━━━ Exercise inputs

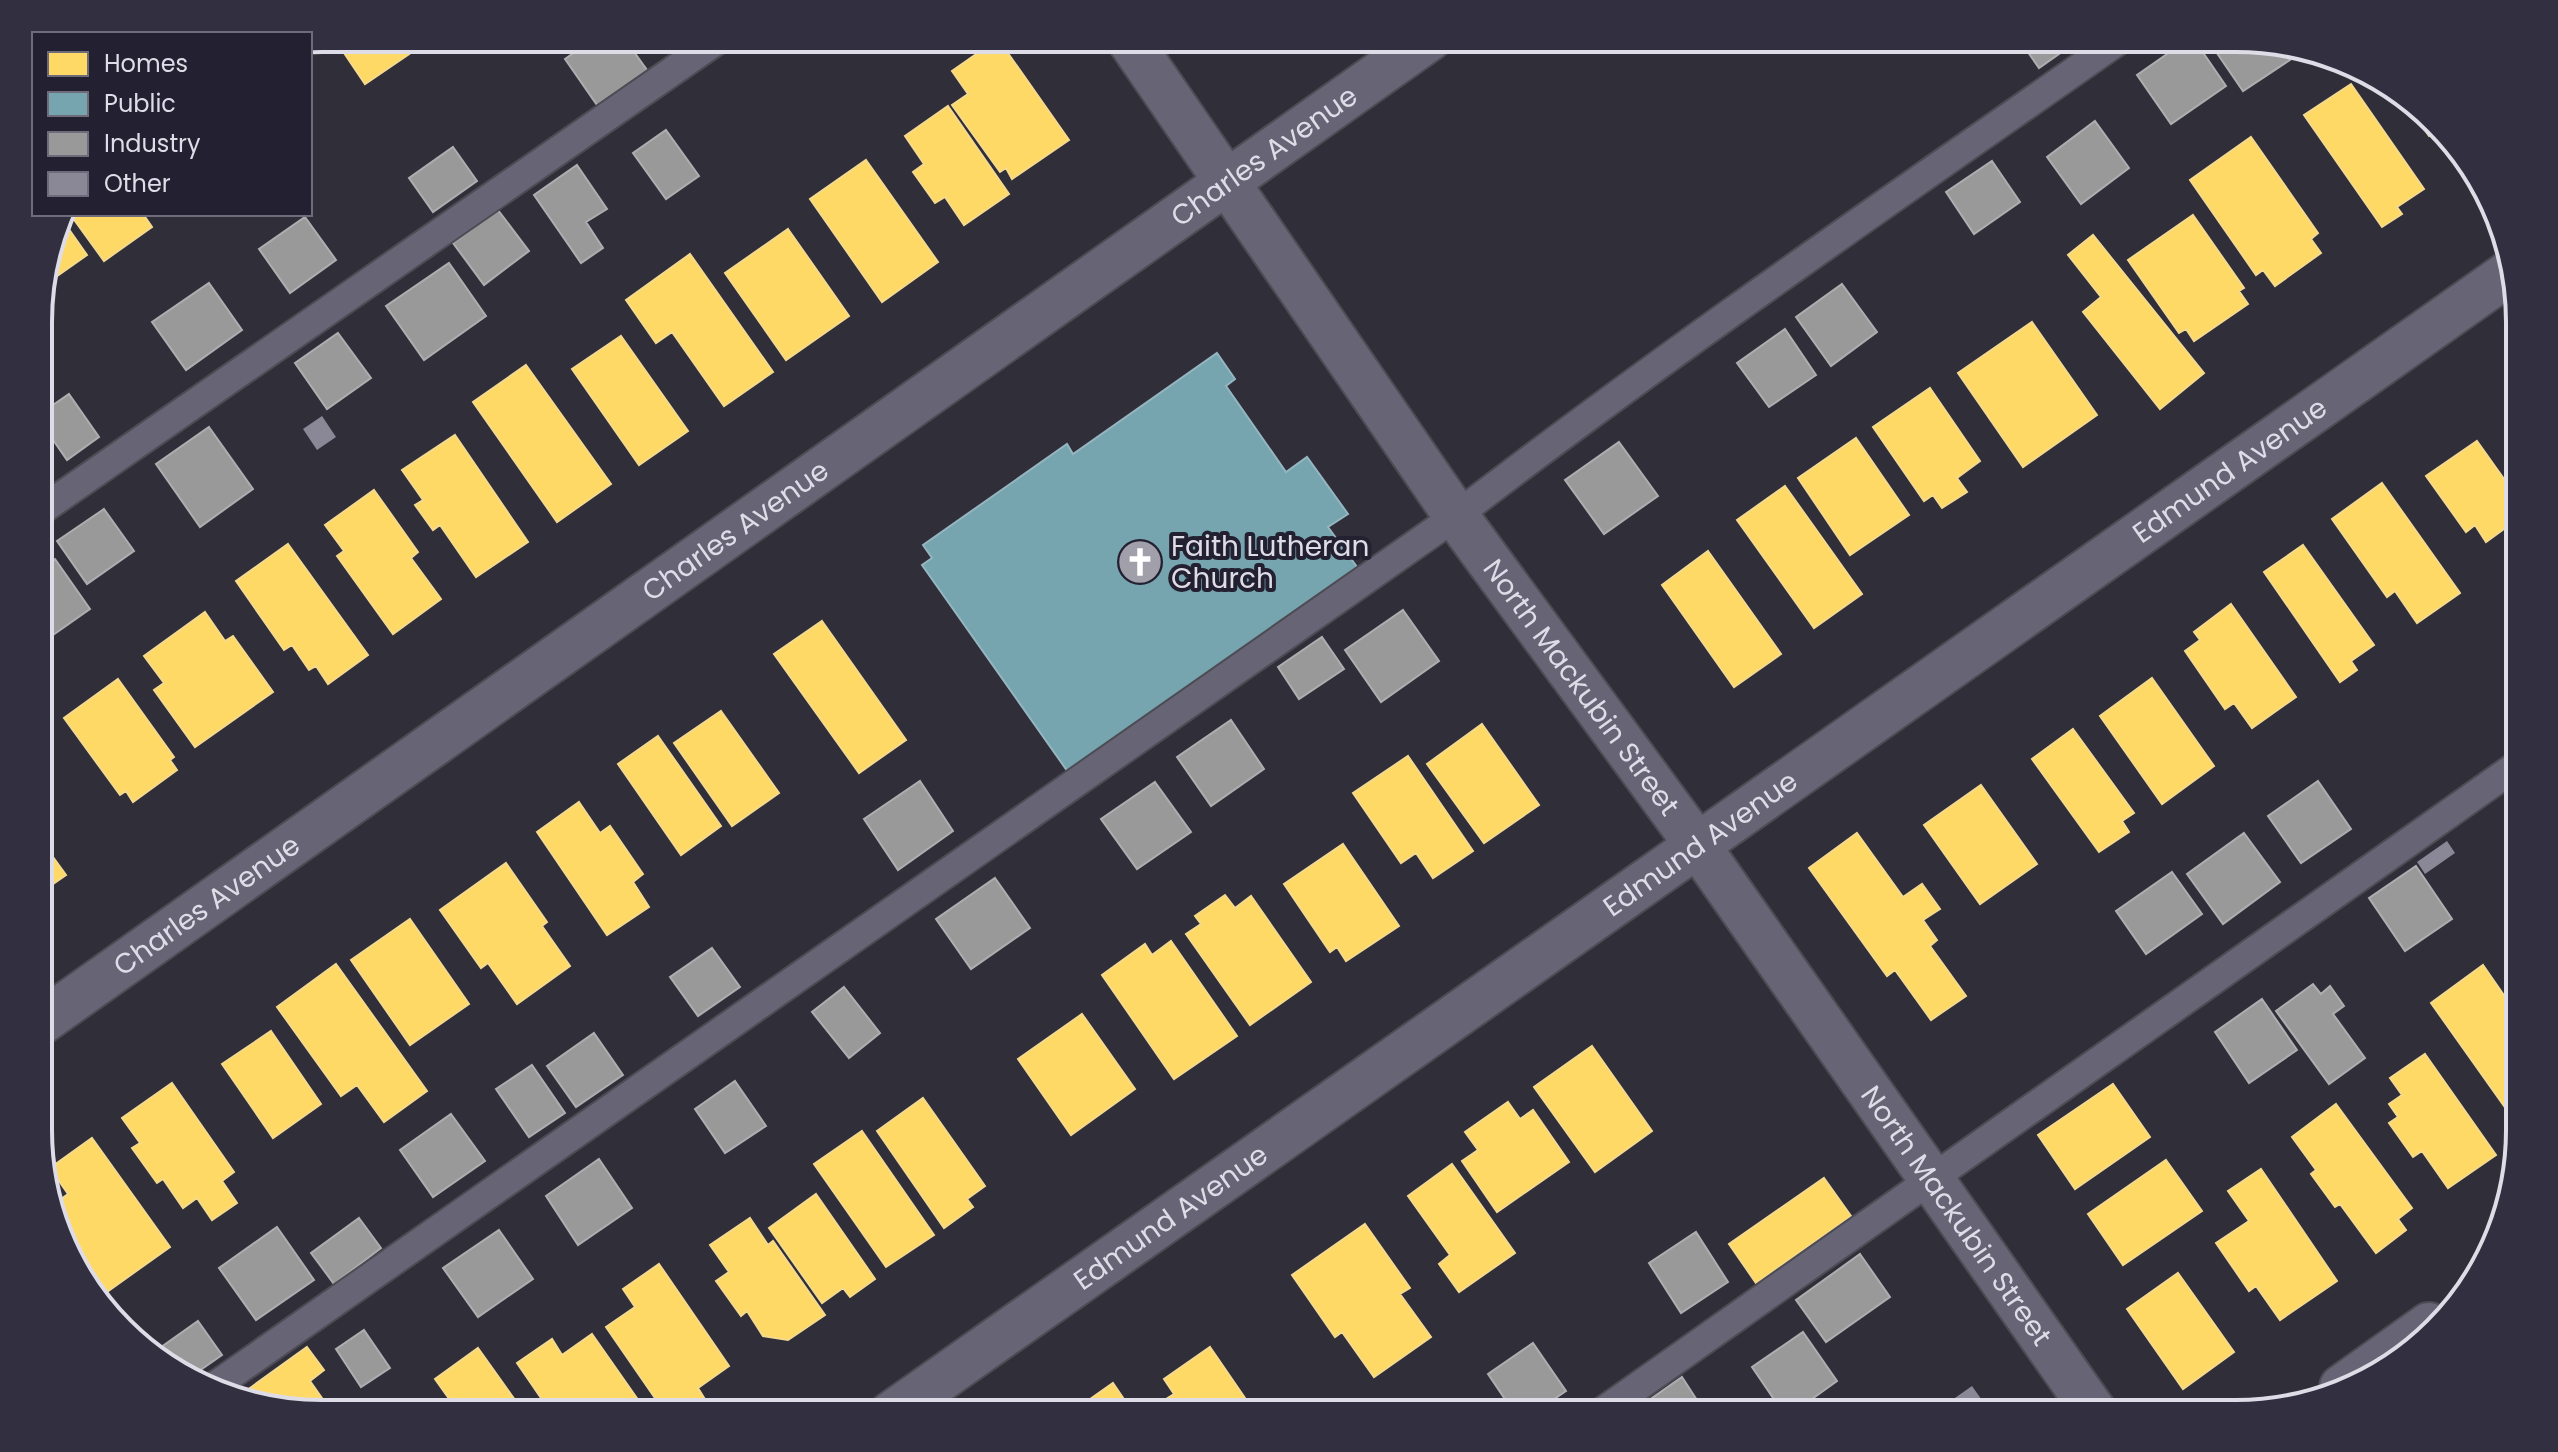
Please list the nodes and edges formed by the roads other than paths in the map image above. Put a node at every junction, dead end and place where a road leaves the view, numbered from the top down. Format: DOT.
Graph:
graph roads {
  1 [pos="1410,52"];
  2 [pos="2102,52"];
  3 [pos="699,53"];
  4 [pos="1138,53"];
  5 [pos="1226,182"];
  6 [pos="2502,278"];
  7 [pos="52,503"];
  8 [pos="1456,516"];
  9 [pos="2505,774"];
  10 [pos="1698,846"];
  11 [pos="52,1014"];
  12 [pos="1932,1180"];
  13 [pos="223,1381"];
  14 [pos="1620,1399"];
  15 [pos="2085,1399"];
  16 [pos="911,1400"];
  1 -- 5 [label="street, Charles Avenue"];
  2 -- 8 [label="lane"];
  3 -- 7 [label="lane"];
  4 -- 5 [label="street, North Mackubin Street"];
  5 -- 8 [label="street, North Mackubin Street"];
  5 -- 11 [label="street, Charles Avenue"];
  6 -- 10 [label="street, Edmund Avenue"];
  8 -- 10 [label="street, North Mackubin Street"];
  8 -- 13 [label="lane"];
  9 -- 12 [label="lane"];
  10 -- 12 [label="street, North Mackubin Street"];
  10 -- 16 [label="street, Edmund Avenue"];
  12 -- 14 [label="lane"];
  12 -- 15 [label="street, North Mackubin Street"];
}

━━━━━━

If any image appears in the entries, omit it and return the rest verbatim.

Please list the nodes and edges formed by the roads other than paths in the map image above. Put a node at every junction, dead end and place where a road leaves the view, numbered from the top down. Format: DOT.
Graph:
graph roads {
  1 [pos="1410,52"];
  2 [pos="2102,52"];
  3 [pos="699,53"];
  4 [pos="1138,53"];
  5 [pos="1226,182"];
  6 [pos="2502,278"];
  7 [pos="52,503"];
  8 [pos="1456,516"];
  9 [pos="2505,774"];
  10 [pos="1698,846"];
  11 [pos="52,1014"];
  12 [pos="1932,1180"];
  13 [pos="223,1381"];
  14 [pos="1620,1399"];
  15 [pos="2085,1399"];
  16 [pos="911,1400"];
  1 -- 5 [label="street, Charles Avenue"];
  2 -- 8 [label="lane"];
  3 -- 7 [label="lane"];
  4 -- 5 [label="street, North Mackubin Street"];
  5 -- 8 [label="street, North Mackubin Street"];
  5 -- 11 [label="street, Charles Avenue"];
  6 -- 10 [label="street, Edmund Avenue"];
  8 -- 10 [label="street, North Mackubin Street"];
  8 -- 13 [label="lane"];
  9 -- 12 [label="lane"];
  10 -- 12 [label="street, North Mackubin Street"];
  10 -- 16 [label="street, Edmund Avenue"];
  12 -- 14 [label="lane"];
  12 -- 15 [label="street, North Mackubin Street"];
}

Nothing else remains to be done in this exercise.